Kreative Arbeit in der Games-Branche
In einer Pressemitteilung vom 28. Mai 2009 sagte der Geschäftsführer des deutschen Kulturrates Olaf Zimmermann anlässlich einer Tagung in der evangelischen Akademie Loccum zum Thema Computerspiele als Kulturgut: „Zwei Ergebnisse der Tagung stachen deutlich heraus: Computerspiele sind, und das war unumstritten, Kulturgut, und die Kunst- und Kulturwissenschaften müssen sich in den nächsten Jahren mit diesem Kulturgut intensiver beschäftigen. Besonders deutlich wurde, dass die Entwickler von Computerspielen sich immer mehr als das verstehen, was sie sind: Künstler.“1
Computerspiele sind heute als Kulturgut anerkannt. Der Deutsche Bundestag und die Bundesregierung haben sich diesbezüglich festgelegt.2
Dies gilt auch für die insoweit maßgebliche europäische Ebene:
Die Herstellung von Computerspielen als kreativer Prozess
Einzelwerk oder arbeitsteiliger Prozess
Die Herstellung von Computerspielen im kulturellen Sektor wirft jedoch neue Fragen auf. Die Games-Branche und ihr Wachstumsmarkt, also die Perspektive von Unternehmern oder Nutzern, sind häufig Gegenstand von Darstellungen. Seltener wird die kreative Arbeit in der Games-Branche beleuchtet, die Perspektive der Designer, Programmierer, Grafiker, also derjenigen, die auf der Arbeitsebene mit dem kulturellen Prozess der Computerspielherstellung betraut sind. Bei der Herstellung von Computerspielen sind sehr unterschiedliche Personen und Personenkonstellationen beteiligt. Jean-Noel Portugal sieht hier ein Studiosystem im Vordergrund.
Üblicherweise hätten sich Studiostrukturen gebildet, die in einem halbautomatisierten Verfahren die kreativen Prozesse kanalisieren. Der Kreationsprozess basiere dabei auf einem Dialog zwischen dem Game-Designer und dem Cheftechniker, die sich mit einem kreativen Team von etwa zehn Personen aus dem Bereich Grafik und Programmierung umgeben. Sicherlich sei das Studio einerseits Hilfsmittel der kreativen Arbeit, andererseits Plattform derselben im kollektiven Schaffensprozess. Demgegenüber sieht eine norwegische Studie den Game-Designer ganz klar im Mittelpunkt.
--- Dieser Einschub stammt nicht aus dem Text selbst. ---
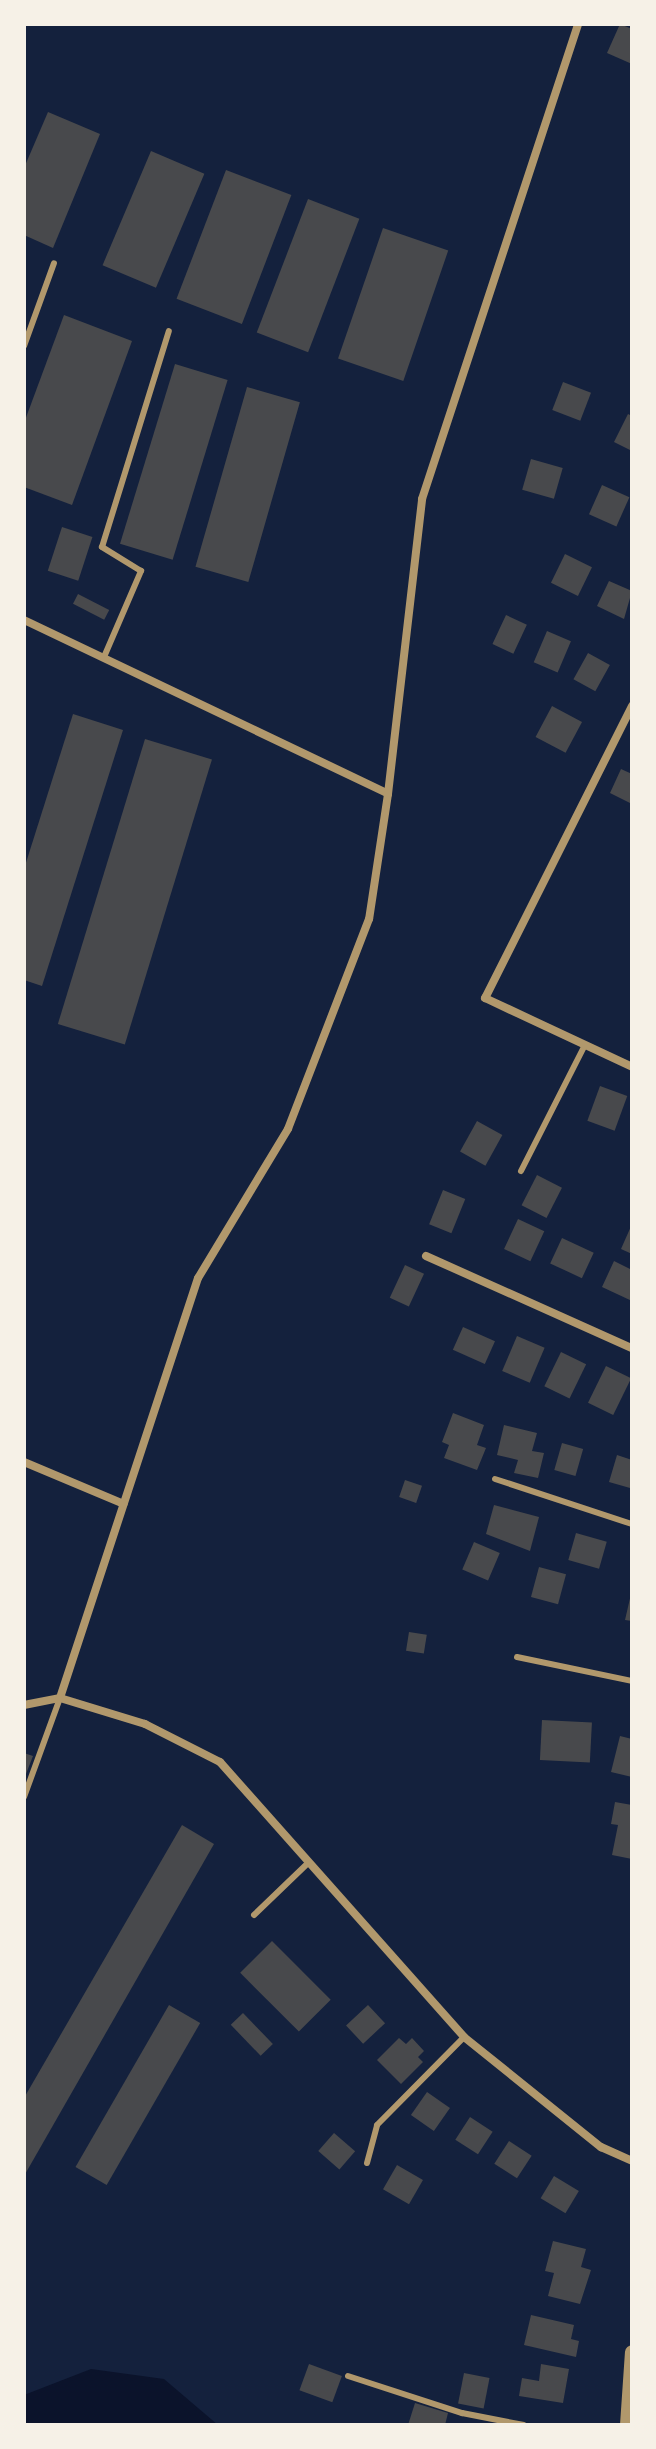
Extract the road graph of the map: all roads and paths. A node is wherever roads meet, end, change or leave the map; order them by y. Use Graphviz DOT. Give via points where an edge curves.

Ähnlich argumentieren diejenigen, die sagen, dass jedes Computerspiel letztlich ein Ergebnis kulturellen Schaffens einzelner Personen sei. Das Team unterstütze den Game-Designer lediglich, ähnlich einem Filmregisseur oder Opernregisseur. Die Tatsache, dass viele Personen an der Produktion beteiligt sind, hindere nicht daran, dass letztlich ein Urheber oder einige wenige verantwortlich seien.
Im Ergebnis kommt es wohl auf den Einzelfall an. Urheberrechtlich kann sowohl ein Gemeinschaftswerk als auch das Werk einer einzelnen Person vorliegen. Im Kern sind Computerspiele aber immer das Werk einzelner Menschen und nicht etwa das Werk von Unternehmen. Aber: Der Prozess des Game-Designs ist immer eine Kooperation. Trotzdem steht auch stets eine individuelle natürliche Person im Zentrum der Entscheidungen. Damit unterscheidet sich das Computerspiel nicht fundamental von anderen künstlerisch-kulturellen Prozessen, in die eine Vielzahl von anderen Personen eingebunden sind (Film, Oper als Beispiele). Die Größe des Projekts hat damit im Kern nicht viel zu tun. Die Frage, wie im Einzelnen und wer im Einzelnen maßgeblich am kreativen Prozess für das Computerspiel beteiligt ist, hängt natürlich auch davon ab, was der kreative Prozess ist und wie er urheberrechtlich reflektiert wird. Das sind zwei unterschiedliche Dinge.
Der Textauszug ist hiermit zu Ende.